Entries taken from a collection:
═══

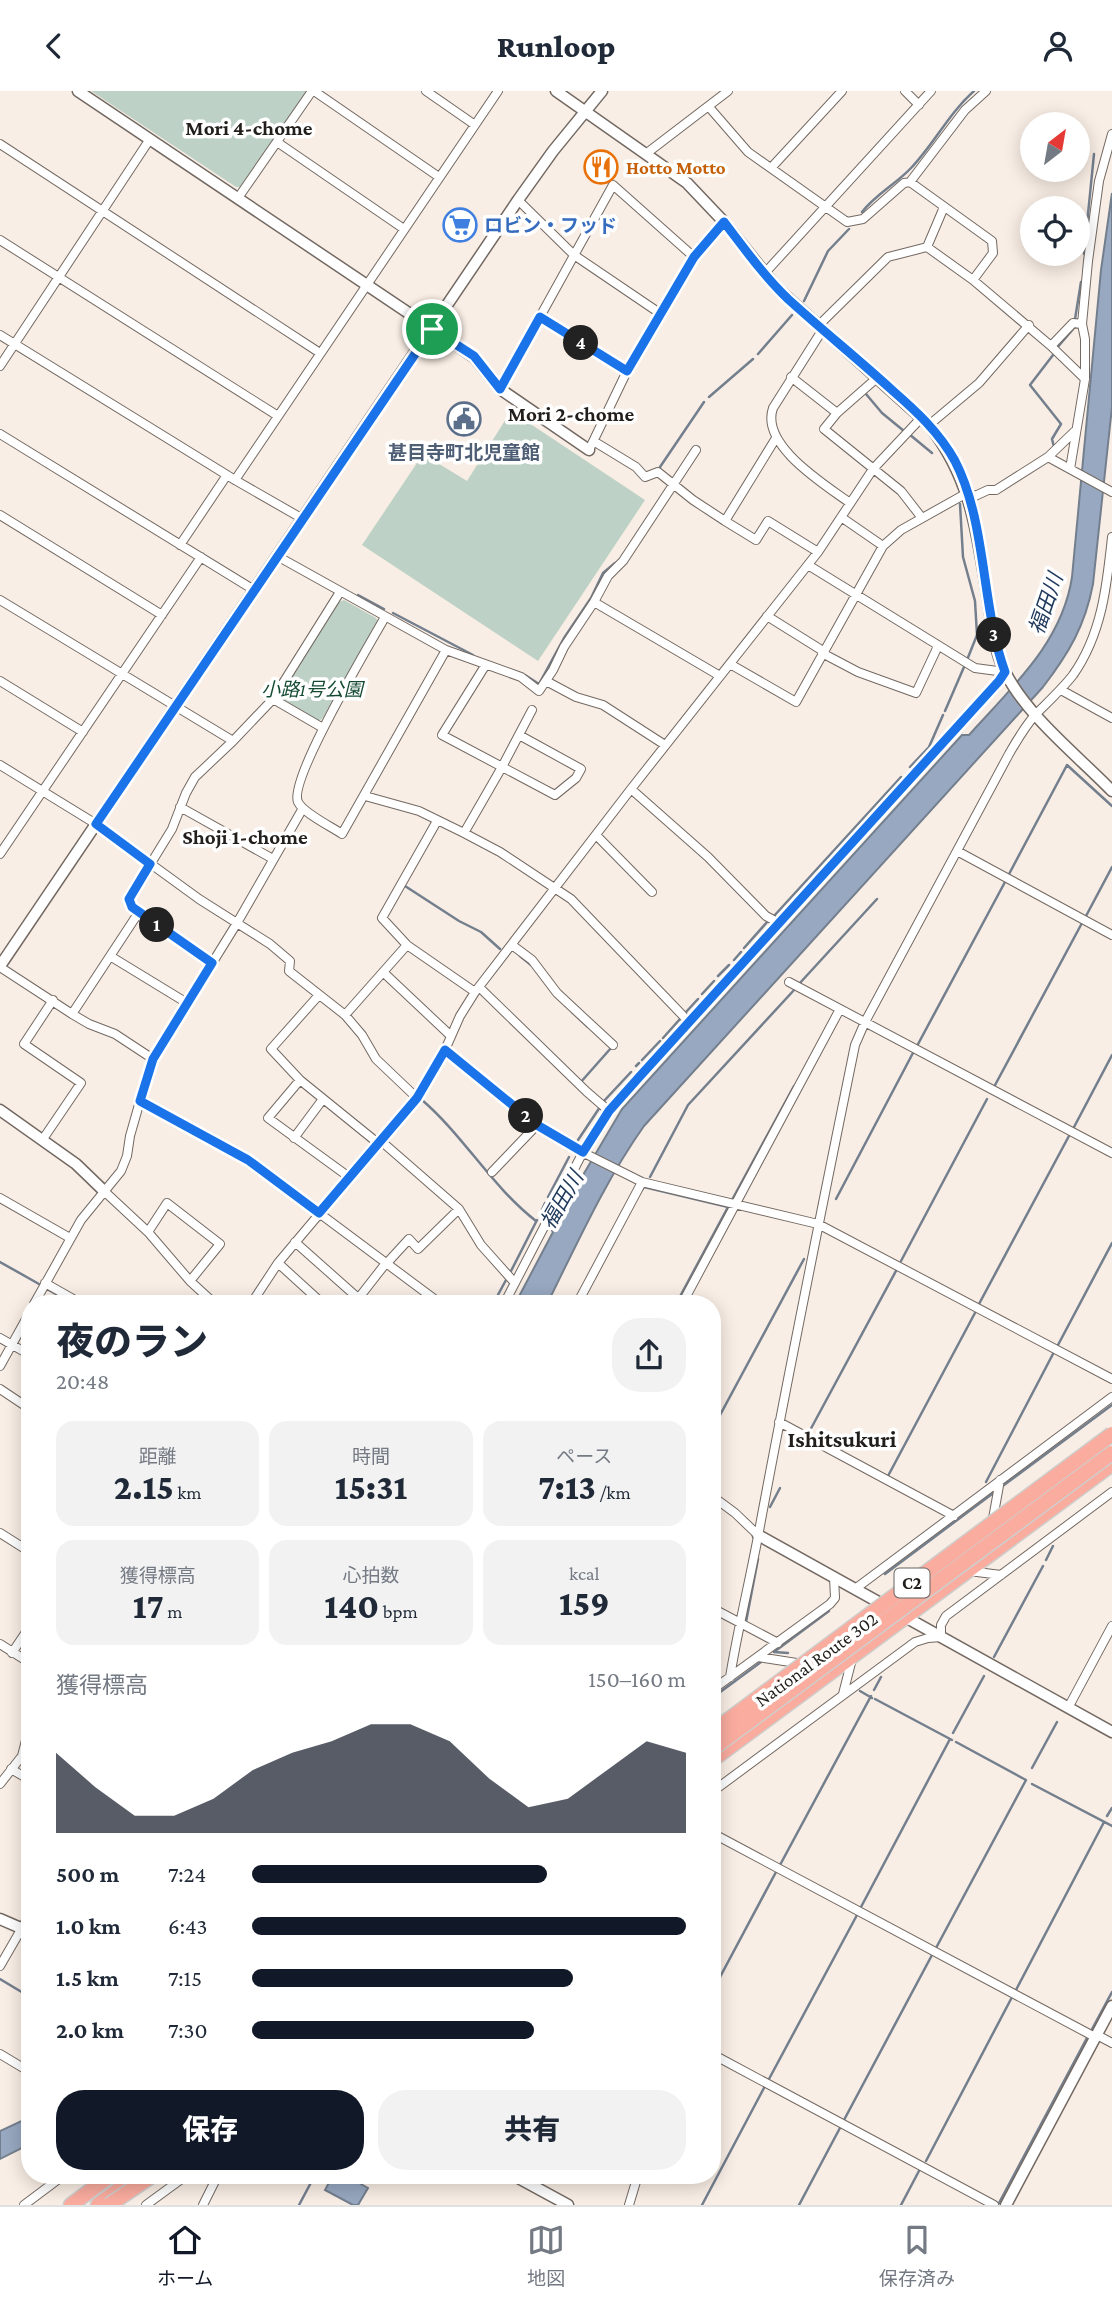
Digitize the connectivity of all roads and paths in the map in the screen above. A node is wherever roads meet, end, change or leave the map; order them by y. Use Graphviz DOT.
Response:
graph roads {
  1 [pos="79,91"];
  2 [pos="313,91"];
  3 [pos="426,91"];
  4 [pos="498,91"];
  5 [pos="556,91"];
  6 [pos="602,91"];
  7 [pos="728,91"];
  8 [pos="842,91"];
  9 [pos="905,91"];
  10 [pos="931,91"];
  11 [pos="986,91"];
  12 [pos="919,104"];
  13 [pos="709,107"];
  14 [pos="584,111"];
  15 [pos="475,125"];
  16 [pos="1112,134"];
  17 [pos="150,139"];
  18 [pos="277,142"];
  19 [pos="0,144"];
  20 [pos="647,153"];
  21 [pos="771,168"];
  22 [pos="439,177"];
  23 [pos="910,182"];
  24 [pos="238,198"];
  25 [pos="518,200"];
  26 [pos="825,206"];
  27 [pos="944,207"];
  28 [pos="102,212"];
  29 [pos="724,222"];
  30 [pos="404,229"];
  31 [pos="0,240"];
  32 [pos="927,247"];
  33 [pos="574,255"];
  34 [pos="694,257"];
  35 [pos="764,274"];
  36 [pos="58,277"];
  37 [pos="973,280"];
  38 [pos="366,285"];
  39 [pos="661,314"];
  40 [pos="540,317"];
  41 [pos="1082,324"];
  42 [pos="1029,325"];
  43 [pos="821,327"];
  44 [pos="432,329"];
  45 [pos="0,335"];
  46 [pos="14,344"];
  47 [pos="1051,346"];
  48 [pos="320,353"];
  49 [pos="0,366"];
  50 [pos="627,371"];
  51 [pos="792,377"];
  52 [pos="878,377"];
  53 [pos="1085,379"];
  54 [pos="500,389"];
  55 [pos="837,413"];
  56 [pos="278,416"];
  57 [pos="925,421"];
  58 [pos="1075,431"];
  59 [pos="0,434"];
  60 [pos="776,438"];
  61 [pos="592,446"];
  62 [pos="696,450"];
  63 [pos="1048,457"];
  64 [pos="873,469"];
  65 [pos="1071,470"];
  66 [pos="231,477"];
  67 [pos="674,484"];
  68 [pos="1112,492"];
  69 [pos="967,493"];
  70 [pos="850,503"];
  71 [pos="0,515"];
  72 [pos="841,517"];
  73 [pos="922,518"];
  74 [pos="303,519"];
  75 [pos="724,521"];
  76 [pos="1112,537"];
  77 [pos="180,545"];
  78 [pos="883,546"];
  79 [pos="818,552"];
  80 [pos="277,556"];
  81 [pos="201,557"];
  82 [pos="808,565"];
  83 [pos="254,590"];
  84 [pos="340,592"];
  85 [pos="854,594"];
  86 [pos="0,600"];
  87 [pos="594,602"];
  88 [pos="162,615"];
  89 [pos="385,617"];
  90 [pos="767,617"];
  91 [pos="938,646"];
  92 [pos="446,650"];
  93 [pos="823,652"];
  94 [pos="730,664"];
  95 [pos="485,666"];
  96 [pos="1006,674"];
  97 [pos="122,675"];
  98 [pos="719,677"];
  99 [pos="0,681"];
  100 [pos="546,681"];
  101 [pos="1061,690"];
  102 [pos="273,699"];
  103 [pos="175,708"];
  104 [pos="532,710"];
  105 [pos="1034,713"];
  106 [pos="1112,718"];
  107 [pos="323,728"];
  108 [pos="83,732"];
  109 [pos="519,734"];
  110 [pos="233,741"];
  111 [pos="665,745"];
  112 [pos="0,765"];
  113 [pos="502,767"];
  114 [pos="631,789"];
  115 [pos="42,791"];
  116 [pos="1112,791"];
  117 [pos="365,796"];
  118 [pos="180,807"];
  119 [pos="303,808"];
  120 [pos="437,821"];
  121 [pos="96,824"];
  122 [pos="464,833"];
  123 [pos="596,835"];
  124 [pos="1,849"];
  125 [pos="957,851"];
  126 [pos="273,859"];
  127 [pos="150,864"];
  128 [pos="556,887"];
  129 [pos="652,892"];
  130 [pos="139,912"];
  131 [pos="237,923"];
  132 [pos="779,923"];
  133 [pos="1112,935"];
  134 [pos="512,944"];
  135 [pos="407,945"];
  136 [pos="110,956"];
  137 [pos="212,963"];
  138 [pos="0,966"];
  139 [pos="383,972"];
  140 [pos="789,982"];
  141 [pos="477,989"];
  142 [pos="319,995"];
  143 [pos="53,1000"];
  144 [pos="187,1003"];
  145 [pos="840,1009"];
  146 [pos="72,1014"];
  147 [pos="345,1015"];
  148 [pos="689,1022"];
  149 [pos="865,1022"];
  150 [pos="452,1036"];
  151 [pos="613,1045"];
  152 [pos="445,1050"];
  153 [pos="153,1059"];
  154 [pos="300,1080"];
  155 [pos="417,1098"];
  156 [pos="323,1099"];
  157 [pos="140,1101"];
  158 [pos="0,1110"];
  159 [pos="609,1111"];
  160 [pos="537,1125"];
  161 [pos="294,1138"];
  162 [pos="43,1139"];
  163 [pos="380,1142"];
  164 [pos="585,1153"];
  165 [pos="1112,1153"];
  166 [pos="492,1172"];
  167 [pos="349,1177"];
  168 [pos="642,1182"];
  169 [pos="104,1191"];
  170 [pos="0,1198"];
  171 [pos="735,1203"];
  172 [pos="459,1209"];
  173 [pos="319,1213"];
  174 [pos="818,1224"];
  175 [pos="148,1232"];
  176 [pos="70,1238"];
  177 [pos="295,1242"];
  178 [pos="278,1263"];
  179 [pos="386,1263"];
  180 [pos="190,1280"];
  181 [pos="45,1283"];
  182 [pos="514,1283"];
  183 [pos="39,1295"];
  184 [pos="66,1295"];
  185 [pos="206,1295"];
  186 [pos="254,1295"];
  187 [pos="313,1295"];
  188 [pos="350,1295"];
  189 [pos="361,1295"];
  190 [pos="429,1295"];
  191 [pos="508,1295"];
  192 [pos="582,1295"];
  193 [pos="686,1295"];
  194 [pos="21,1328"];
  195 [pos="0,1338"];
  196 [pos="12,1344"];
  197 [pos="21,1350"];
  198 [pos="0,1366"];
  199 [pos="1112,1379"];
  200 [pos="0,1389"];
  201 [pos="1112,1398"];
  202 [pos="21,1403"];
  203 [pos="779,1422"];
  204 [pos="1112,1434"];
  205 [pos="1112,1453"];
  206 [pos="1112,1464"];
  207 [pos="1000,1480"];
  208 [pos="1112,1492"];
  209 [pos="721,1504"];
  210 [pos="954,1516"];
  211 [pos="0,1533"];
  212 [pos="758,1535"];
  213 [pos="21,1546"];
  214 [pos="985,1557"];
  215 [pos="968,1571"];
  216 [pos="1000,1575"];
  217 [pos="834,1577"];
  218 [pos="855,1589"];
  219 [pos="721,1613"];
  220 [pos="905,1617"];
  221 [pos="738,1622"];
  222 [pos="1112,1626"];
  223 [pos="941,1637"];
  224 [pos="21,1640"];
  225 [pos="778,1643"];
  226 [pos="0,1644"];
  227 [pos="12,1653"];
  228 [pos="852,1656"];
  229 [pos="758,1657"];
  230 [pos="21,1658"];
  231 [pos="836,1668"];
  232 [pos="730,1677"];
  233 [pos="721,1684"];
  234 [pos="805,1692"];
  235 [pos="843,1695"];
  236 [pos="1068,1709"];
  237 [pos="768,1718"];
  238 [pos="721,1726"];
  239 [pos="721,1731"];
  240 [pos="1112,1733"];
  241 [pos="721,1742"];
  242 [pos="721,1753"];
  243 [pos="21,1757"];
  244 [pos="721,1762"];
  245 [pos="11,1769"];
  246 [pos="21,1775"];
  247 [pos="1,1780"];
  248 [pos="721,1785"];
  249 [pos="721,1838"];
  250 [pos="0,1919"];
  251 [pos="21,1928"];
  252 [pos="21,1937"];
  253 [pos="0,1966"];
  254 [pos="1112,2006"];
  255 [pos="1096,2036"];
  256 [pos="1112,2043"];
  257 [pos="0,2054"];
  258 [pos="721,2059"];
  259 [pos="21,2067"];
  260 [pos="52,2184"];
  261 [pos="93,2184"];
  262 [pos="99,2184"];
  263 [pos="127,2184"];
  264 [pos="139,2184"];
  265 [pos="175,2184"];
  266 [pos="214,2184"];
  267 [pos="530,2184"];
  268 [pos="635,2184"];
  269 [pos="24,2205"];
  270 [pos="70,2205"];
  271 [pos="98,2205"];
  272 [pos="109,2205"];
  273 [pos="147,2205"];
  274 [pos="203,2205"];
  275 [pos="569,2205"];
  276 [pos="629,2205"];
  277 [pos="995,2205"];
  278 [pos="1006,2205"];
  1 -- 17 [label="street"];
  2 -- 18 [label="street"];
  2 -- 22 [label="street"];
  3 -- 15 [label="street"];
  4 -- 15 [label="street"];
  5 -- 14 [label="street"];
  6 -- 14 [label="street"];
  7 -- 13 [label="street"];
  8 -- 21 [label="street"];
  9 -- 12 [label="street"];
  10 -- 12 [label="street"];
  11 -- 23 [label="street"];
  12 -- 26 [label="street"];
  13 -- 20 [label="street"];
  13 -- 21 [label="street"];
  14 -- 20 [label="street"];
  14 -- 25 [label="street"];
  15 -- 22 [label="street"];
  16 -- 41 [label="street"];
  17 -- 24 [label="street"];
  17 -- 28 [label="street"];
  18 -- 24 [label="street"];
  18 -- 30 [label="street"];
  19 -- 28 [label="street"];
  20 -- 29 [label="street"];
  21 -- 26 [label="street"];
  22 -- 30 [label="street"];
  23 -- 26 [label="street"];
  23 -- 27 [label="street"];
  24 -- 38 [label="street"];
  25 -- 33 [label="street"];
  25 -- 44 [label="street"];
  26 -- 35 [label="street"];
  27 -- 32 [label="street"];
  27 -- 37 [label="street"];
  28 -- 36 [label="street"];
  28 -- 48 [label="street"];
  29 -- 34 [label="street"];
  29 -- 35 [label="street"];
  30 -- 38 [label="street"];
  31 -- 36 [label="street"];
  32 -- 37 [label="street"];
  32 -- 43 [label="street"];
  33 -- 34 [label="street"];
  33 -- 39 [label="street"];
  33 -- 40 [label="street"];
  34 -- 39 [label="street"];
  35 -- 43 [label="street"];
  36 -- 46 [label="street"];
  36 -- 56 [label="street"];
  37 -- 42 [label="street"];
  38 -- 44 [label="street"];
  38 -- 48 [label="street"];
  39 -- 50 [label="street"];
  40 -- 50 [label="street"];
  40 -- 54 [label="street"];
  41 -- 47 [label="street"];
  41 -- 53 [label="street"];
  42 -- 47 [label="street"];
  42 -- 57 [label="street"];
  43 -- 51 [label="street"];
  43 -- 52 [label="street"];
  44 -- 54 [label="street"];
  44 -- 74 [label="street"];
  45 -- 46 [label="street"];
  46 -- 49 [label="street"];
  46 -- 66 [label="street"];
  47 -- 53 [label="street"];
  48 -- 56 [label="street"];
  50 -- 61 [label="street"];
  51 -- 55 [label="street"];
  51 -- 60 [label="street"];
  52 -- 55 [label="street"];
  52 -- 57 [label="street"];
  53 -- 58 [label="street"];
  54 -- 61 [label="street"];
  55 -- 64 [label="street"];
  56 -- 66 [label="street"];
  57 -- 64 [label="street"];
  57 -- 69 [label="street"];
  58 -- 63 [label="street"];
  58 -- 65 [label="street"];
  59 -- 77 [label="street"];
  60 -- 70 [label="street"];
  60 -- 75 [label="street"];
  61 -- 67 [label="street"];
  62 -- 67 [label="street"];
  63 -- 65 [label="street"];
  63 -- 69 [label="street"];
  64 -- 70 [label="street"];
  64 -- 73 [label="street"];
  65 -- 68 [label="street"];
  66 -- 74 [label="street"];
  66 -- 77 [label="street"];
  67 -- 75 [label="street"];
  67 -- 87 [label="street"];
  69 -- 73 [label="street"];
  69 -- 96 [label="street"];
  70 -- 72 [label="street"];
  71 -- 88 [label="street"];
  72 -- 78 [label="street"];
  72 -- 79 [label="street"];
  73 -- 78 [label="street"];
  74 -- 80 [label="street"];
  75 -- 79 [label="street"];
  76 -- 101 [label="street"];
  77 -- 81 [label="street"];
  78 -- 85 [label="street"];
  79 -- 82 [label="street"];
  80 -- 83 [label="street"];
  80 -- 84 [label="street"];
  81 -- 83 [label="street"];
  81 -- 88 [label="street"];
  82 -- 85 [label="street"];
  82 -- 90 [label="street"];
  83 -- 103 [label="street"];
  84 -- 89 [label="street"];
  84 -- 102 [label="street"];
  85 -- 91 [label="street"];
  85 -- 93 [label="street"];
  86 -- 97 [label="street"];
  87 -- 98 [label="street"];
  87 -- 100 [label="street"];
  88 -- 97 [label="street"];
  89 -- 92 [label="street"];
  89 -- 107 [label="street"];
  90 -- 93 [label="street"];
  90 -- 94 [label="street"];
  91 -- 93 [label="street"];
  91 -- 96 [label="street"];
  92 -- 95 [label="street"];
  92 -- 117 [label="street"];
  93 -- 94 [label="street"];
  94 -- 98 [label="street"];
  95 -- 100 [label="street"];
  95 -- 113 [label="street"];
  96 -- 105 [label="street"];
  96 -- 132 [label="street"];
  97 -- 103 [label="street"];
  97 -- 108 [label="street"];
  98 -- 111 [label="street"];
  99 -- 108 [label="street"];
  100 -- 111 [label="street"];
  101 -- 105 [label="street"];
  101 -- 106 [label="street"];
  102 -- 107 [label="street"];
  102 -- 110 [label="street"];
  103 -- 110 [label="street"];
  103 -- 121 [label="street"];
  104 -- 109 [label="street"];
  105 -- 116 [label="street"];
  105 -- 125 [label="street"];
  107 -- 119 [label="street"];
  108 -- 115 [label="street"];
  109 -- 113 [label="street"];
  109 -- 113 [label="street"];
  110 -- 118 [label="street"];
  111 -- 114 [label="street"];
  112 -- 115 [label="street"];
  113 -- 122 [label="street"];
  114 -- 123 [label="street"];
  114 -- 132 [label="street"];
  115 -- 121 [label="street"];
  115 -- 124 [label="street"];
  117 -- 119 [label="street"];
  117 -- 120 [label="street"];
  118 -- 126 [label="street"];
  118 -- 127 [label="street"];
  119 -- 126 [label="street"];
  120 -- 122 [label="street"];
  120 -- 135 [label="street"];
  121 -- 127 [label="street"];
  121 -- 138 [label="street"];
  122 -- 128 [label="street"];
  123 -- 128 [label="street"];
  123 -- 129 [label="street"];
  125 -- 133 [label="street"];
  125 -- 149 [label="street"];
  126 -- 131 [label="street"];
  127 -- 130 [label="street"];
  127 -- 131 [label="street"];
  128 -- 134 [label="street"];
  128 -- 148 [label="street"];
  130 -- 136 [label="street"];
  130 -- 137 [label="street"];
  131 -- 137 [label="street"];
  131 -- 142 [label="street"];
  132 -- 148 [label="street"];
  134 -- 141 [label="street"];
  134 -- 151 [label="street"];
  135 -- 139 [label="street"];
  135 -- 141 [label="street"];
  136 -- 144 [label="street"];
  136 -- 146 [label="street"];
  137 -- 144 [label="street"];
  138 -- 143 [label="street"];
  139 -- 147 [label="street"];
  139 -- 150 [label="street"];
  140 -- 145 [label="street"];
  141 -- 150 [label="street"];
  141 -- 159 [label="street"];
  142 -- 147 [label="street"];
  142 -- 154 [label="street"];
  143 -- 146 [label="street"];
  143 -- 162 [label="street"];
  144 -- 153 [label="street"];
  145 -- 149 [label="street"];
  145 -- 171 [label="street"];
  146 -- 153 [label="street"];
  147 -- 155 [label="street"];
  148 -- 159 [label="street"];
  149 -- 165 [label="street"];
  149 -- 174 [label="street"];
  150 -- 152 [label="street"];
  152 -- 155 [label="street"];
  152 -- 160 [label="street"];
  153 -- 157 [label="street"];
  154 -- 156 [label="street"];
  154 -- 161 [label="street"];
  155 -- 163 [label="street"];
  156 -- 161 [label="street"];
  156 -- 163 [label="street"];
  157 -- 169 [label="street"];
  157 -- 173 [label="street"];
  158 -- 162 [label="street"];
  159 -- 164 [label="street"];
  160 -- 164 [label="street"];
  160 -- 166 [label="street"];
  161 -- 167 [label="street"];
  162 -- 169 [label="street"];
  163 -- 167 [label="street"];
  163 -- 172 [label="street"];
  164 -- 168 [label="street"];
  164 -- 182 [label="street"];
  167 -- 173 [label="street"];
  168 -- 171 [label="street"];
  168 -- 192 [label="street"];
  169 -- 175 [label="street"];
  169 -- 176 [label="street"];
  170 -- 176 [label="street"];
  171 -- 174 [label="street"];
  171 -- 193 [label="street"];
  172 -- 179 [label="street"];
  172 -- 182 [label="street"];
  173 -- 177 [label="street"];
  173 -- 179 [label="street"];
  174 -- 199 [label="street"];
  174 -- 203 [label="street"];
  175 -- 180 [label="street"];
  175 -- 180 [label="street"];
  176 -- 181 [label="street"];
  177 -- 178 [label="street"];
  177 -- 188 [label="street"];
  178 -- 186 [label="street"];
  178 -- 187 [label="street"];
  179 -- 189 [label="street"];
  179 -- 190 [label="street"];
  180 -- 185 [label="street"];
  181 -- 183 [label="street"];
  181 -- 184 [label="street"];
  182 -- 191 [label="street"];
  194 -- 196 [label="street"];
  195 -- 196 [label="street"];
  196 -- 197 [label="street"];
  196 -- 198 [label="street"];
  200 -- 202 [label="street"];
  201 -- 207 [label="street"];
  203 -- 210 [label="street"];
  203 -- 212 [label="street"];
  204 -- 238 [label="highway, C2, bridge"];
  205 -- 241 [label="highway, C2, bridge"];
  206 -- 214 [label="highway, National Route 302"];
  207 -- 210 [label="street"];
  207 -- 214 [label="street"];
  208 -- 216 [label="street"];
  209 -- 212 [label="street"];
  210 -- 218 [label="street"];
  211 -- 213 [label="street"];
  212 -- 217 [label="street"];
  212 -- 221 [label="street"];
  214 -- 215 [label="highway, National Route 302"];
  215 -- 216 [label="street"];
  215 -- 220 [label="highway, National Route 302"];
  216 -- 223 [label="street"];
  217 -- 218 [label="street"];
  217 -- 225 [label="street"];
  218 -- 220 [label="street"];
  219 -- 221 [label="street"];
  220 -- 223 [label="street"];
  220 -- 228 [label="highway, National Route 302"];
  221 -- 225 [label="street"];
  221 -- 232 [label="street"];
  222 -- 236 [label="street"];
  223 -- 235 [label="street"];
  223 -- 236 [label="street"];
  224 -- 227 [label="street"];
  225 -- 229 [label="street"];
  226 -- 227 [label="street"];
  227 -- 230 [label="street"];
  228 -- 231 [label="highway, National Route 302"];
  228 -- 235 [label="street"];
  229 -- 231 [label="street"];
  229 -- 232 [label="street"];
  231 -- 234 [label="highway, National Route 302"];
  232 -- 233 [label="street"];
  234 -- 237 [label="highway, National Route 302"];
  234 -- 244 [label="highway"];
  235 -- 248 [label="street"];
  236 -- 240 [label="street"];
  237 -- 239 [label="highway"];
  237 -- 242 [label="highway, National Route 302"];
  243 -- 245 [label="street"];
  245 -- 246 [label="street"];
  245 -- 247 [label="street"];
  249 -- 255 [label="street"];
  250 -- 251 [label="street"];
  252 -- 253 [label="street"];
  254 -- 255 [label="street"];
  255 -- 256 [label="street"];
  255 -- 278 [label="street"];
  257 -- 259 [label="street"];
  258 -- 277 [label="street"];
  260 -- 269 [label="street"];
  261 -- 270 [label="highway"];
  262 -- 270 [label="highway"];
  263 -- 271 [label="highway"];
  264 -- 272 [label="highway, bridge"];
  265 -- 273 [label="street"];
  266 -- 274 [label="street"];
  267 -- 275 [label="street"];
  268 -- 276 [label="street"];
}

═══

◆ **What needs to be done**
Some of the data mentions "bridge". Copy every line where it does.

◆ **Output of the exercise**
  204 -- 238 [label="highway, C2, bridge"];
  205 -- 241 [label="highway, C2, bridge"];
  264 -- 272 [label="highway, bridge"];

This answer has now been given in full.